American author (born 1951)

Martín Prechtel is an American author and educator.

From New Mexico, he traveled to Guatemala in 1970. There he moved into a Tz'utujil community near Lake Atitlán. He learned their Mayan language and studied with a shaman.

He settled into village life, married a Tz'utujil woman and had a family with her. During the extended Guatemalan civil war, Prechtel and his family fled to the United States for safety. The couple separated, and their two sons joined their father in the United States.

He began teaching, based on his understanding of Maya spirituality and contributed to workshops sponsored by poet Robert Bly, a leader in the Men's Movement.

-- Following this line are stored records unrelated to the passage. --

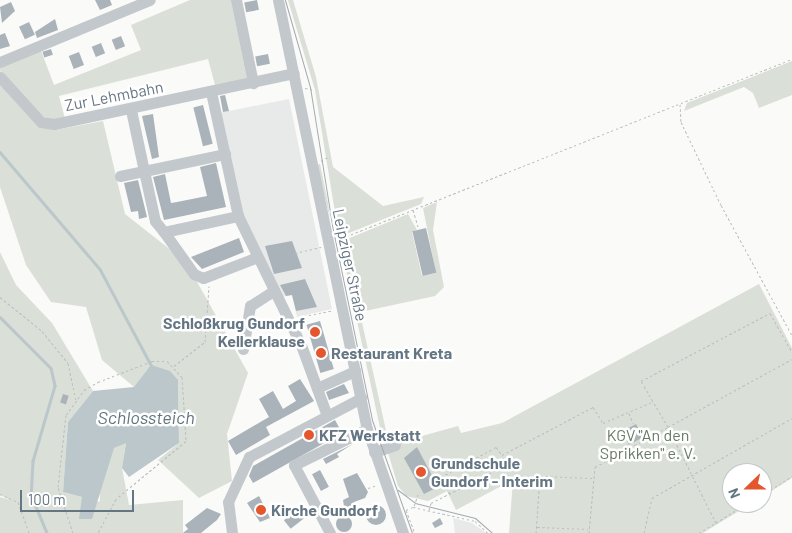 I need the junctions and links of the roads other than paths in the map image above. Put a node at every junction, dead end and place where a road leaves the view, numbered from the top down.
1 (150, 0) edge
2 (236, 0) edge
3 (278, 0) edge
4 (0, 62) edge
5 (294, 74) junction
6 (0, 77) edge
7 (253, 83) junction
8 (211, 92) junction
9 (131, 110) junction
10 (225, 154) junction
11 (144, 170) junction
12 (120, 176) dead end
13 (238, 216) junction
14 (164, 232) junction
15 (255, 258) junction
16 (273, 290) junction
17 (243, 349) dead end
18 (355, 371) junction
19 (317, 388) junction
20 (362, 398) junction
21 (326, 413) junction
22 (367, 429) junction
23 (395, 445) dead end
24 (374, 452) junction
25 (232, 533) edge
26 (330, 533) edge
27 (403, 533) edge

1 - 4 street
2 - 7 street
3 - 5 street, Leipziger Straße
5 - 7 street, Zur Lehmbahn
5 - 18 street, Leipziger Straße
6 - 9 street, Zur Lehmbahn
7 - 8 street, Zur Lehmbahn
8 - 9 street, Zur Lehmbahn
8 - 10 street
9 - 11 street
10 - 11 street
10 - 13 street
11 - 12 street
11 - 14 street
13 - 14 street
13 - 15 street
14 - 15 street
15 - 16 street
16 - 17 street
16 - 19 street
18 - 19 street
18 - 20 street, Leipziger Straße
19 - 21 street
20 - 21 street
20 - 22 street, Leipziger Straße
21 - 25 street
22 - 24 street, Leipziger Straße
22 - 26 street
23 - 24 street
24 - 27 street, Leipziger Straße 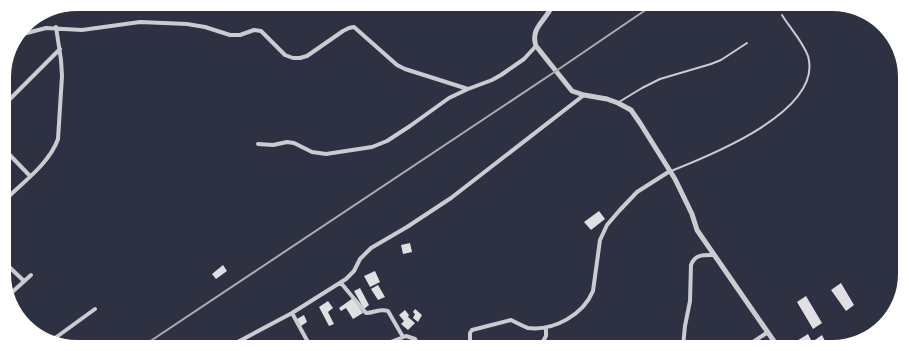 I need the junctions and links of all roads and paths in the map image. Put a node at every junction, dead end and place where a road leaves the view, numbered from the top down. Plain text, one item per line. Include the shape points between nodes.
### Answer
1 (550, 11) edge
2 (782, 15) dead end
3 (56, 27) junction
4 (29, 32) edge
5 (748, 43) dead end
6 (536, 46) junction
7 (60, 49) junction
8 (468, 89) junction
9 (584, 95) junction
10 (11, 98) edge
11 (618, 103) junction
12 (258, 144) dead end
13 (11, 156) edge
14 (670, 171) junction
15 (30, 176) junction
16 (11, 194) edge
17 (714, 254) junction
18 (11, 269) edge
19 (31, 275) dead end
20 (24, 281) junction
21 (342, 282) junction
22 (13, 291) edge
23 (95, 309) dead end
24 (292, 313) junction
25 (546, 328) junction
26 (768, 332) junction
27 (56, 337) edge
28 (404, 337) junction
29 (241, 340) edge
30 (307, 340) edge
31 (396, 340) edge
32 (414, 340) edge
33 (470, 340) edge
34 (544, 340) edge
35 (684, 340) edge
36 (756, 340) edge
37 (773, 340) edge

1 - 6 street via 534,32
2 - 14 lane via 808,57 807,81 796,98 777,116 750,135 708,157
3 - 4 street
3 - 7 street
3 - 8 street via 82,30 159,22 188,24 240,35 254,30 261,31 285,55 292,58 307,56 348,28 354,28 397,65
5 - 11 lane via 721,60 660,79
6 - 8 street via 524,59 501,75
6 - 9 street via 572,91
7 - 10 street
7 - 15 street via 62,76 58,139 51,153
8 - 12 street via 449,98 396,135 372,147 326,154 312,152 294,143
9 - 11 street
9 - 21 street via 451,198 371,248
11 - 14 street via 631,110
13 - 15 street
14 - 17 street via 692,214 697,230
14 - 25 street via 637,192 618,211 600,240 590,298 581,309
15 - 16 street
17 - 26 street
17 - 35 street via 697,257 691,265 690,301
18 - 20 street
19 - 20 street
20 - 22 street
21 - 24 street
21 - 28 street via 366,313 388,311
23 - 27 street
24 - 29 street
24 - 30 street
25 - 33 street via 528,328 512,320 472,330
25 - 34 street
26 - 36 street
26 - 37 street
28 - 31 street
28 - 32 street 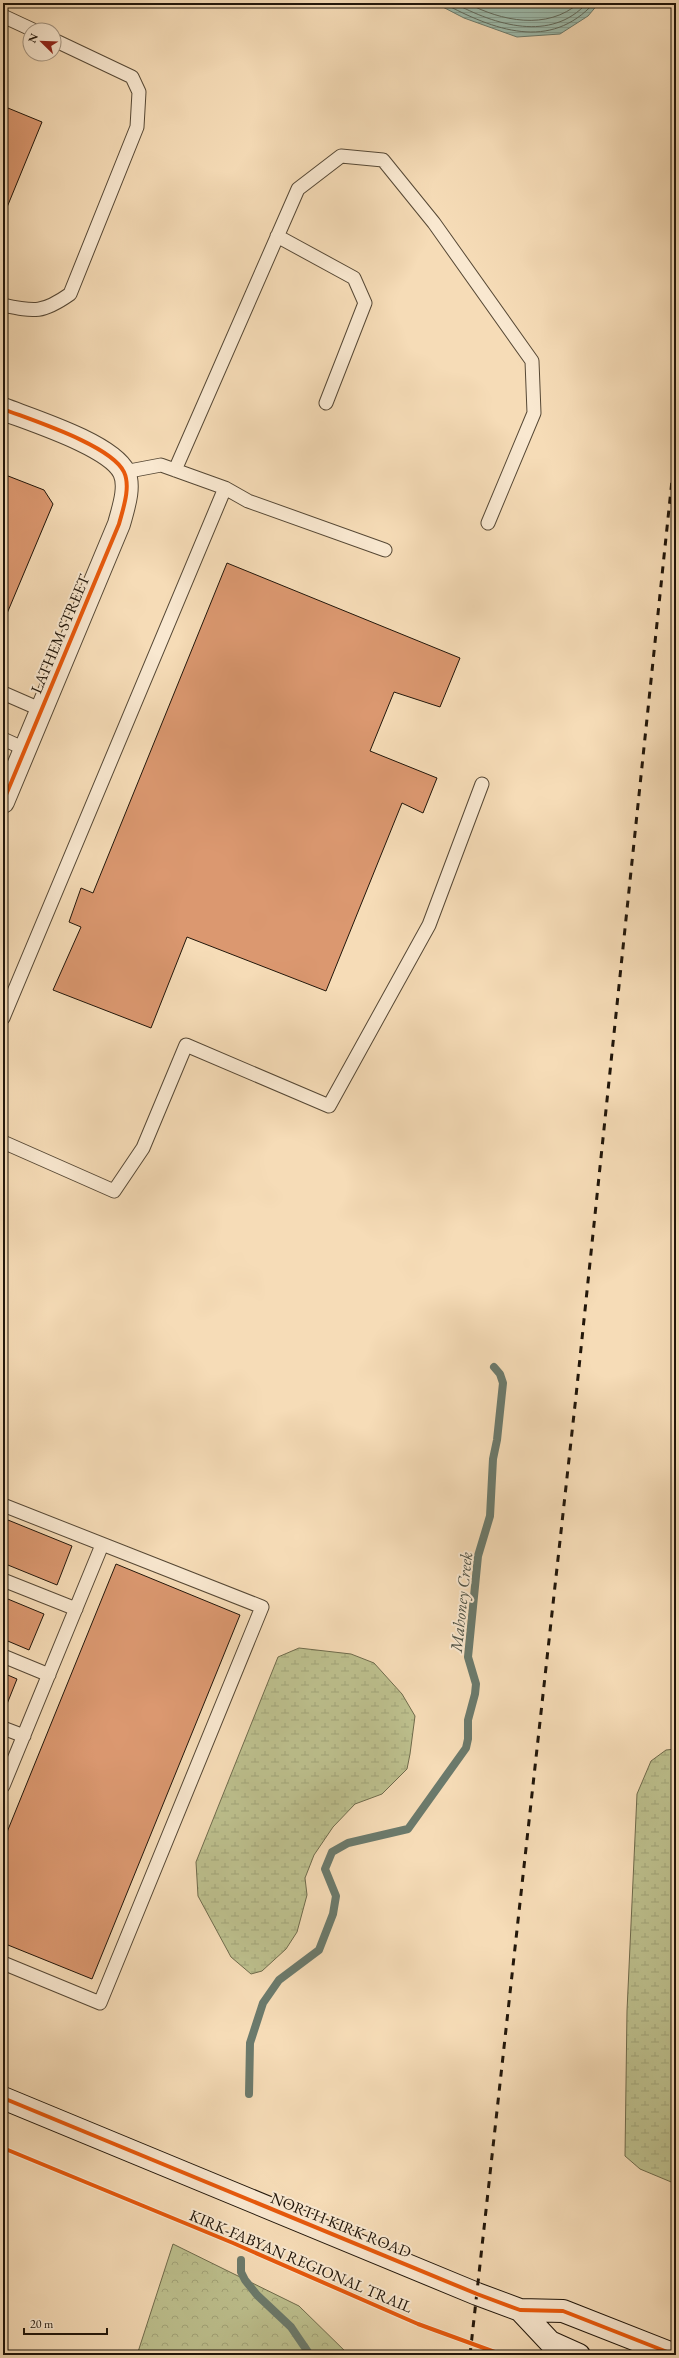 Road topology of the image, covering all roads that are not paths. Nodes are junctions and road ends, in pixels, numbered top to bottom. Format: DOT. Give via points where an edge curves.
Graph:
graph roads {
  1 [pos="3,16"];
  2 [pos="22,25"];
  3 [pos="62,44"];
  4 [pos="277,236"];
  5 [pos="3,305"];
  6 [pos="326,403"];
  7 [pos="3,409"];
  8 [pos="175,470"];
  9 [pos="124,472"];
  10 [pos="225,488"];
  11 [pos="488,524"];
  12 [pos="385,550"];
  13 [pos="3,693"];
  14 [pos="42,710"];
  15 [pos="3,739"];
  16 [pos="25,749"];
  17 [pos="482,784"];
  18 [pos="3,802"];
  19 [pos="3,1018"];
  20 [pos="3,1142"];
  21 [pos="3,1505"];
  22 [pos="102,1545"];
  23 [pos="3,1580"];
  24 [pos="76,1609"];
  25 [pos="3,1656"];
  26 [pos="49,1675"];
  27 [pos="3,1728"];
  28 [pos="24,1736"];
  29 [pos="3,1786"];
  30 [pos="3,1963"];
  31 [pos="3,2098"];
  32 [pos="520,2310"];
  33 [pos="579,2355"];
  34 [pos="675,2355"];
  1 -- 2 [label="lane"];
  3 -- 5 [label="lane" via="132,77 139,92 137,126 70,294 52,307 33,310"];
  4 -- 6 [label="lane" via="354,278 365,303"];
  4 -- 8 [label="lane"];
  4 -- 11 [label="lane" via="298,189 341,156 383,160 434,223 532,362 534,413"];
  7 -- 9 [label="street" via="90,444 107,454"];
  8 -- 9 [label="lane" via="161,465"];
  8 -- 10 [label="lane"];
  9 -- 14 [label="street, LATHEM STREET" via="126,493 119,524"];
  10 -- 12 [label="lane" via="248,501"];
  10 -- 19 [label="lane"];
  13 -- 14 [label="lane"];
  14 -- 16 [label="street, LATHEM STREET"];
  15 -- 16 [label="lane"];
  16 -- 18 [label="street, LATHEM STREET"];
  17 -- 20 [label="lane" via="429,925 329,1106 186,1045 143,1148 114,1190"];
  21 -- 22 [label="lane"];
  22 -- 24 [label="lane"];
  22 -- 30 [label="lane" via="262,1608 100,2003"];
  23 -- 24 [label="lane"];
  24 -- 26 [label="lane"];
  25 -- 26 [label="lane"];
  26 -- 28 [label="lane"];
  27 -- 28 [label="lane"];
  28 -- 29 [label="lane"];
  31 -- 32 [label="street, NORTH KIRK ROAD"];
  32 -- 33 [label="street, NORTH KIRK ROAD" via="550,2342"];
  32 -- 34 [label="street, NORTH KIRK ROAD" via="563,2311"];
}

Prechtel has published several nonfiction books drawing from his time in Santiago Atitlán, Guatemala; the first was published in 1998, and the most recent in 2015. Prechtel moved back to New Mexico near Ojo Caliente, where he operates a school. He also lectures and gives workshops on spirituality.

== Early life ==
Martín Prechtel was born in 1951 and grew up Santo Domingo Pueblo near Ojo Caliente, New Mexico. He learned the Keres language as well as English growing up. He claimed that his mother was a First Nations Canadian, and his father a Swiss paleontologist.

== Guatemala ==
In 1970 his mother died and Prechtel ended his first marriage. He started traveling, going south through Mexico and entering Guatemala. After a year of traveling through the country, he settled in a small village near Lake Atitlan, which was inhabited by the Tz'utujil (one of the numerous ethnic Maya peoples). There he met Nicolas Chiviliu Tacaxoy, a respected shaman of the village, who Prechtel says identified him as the student he had prayed for. The American began studying with the Maya shaman.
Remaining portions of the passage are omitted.